Paris, Salon, 1877, no. 162 
Paris, Ecole Nationale des Beaux-Arts, Exposition des oeuvres de Léon Belly, 1878, no. 278
Saint-Omer, Musée de l'Hôtel Sandelin, 1977, no. 81 (illustrated in the catalogue)

Literature

E. Bergerat, 'Revue artistique. Nécrologie. Léon Belly', Le Journal officiel de la République française, 15 August 1877
E. Brumont, reviewing the 1878 exhibition in La Liberté, 6 February, 1878, pp. 45-46
P. Wintrebert, Léon Belly (1827-1877). Premier essai de catalogue de l'oeuvre peint, précédé d'une monographie, 1977, Masters dissertation, Université de Lille, no. 144

Catalogue Note

Wooden houseboats, called dahabieh, were a common sight along the Nile until the building of the Aswan High Dam. The name derives from the Arabic word dahab or gold, as up until the early nineteenth century dahabieh owners were required to paint their outer walls in gold. These boats ranged in size from veritable floating palaces belonging to the ruling family, which had to be towed by tug boats, to working transports powered by sail or steam. Belly depicts one of the most popular types of dahabieh, combining flat decking for goods with living quarters for the skipper and his family or crew. 

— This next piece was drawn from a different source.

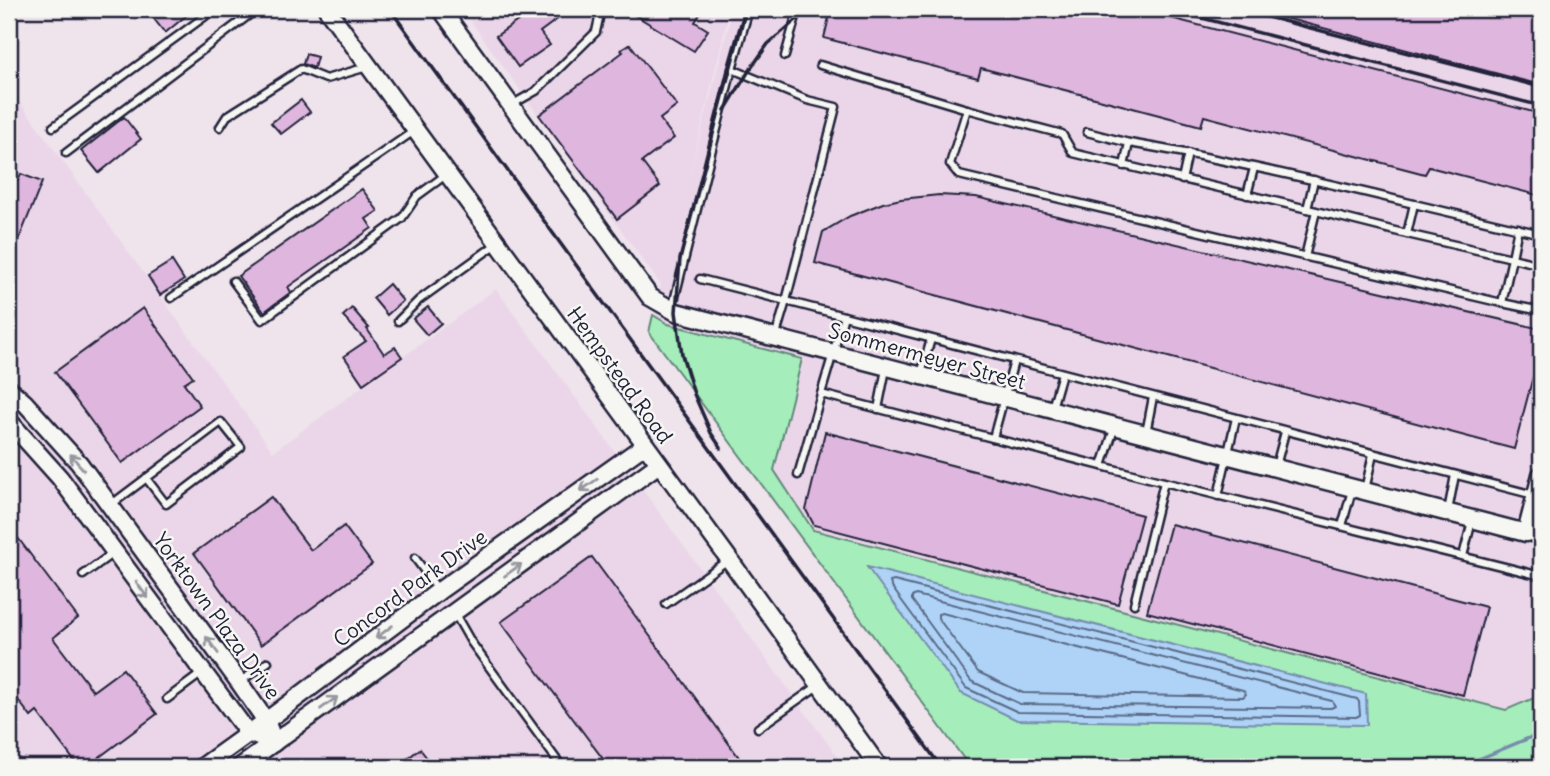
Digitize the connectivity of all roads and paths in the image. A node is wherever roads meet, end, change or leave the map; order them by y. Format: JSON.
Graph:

Here, a dahabieh has run aground in shallows on the banks of the Nile at Luxor. Bare-chested men use poles and their own body weight to try to dislodge it. The sail is hoisted in the hope that the wind will provide the extra force to set the boat free. In the background, on the far bank of the Nile, the distinctive red granite hills safeguarding the Valley of the Kings beyond glow in the morning sunlight.

Belly travelled to Egypt three times during the 1850s. The inspiration for the present work was no doubt the journey he made up the Nile in 1856 in the company of Edouard Imer, Jean-Léon Gérôme, and Narcisse Berchère. During the three-month expedition, he sketched prolifically and painted a series of small pictures, both from the boat and from the water's edge. Henceforth Belly became best known for his Orientalist paintings, most famously for his imposing 1861 Salon work, Pilgrims going to Mecca, which was purchased by the French State and today hangs in the Musée d'Orsay, Paris.  

This painting is offered in its original Salon frame.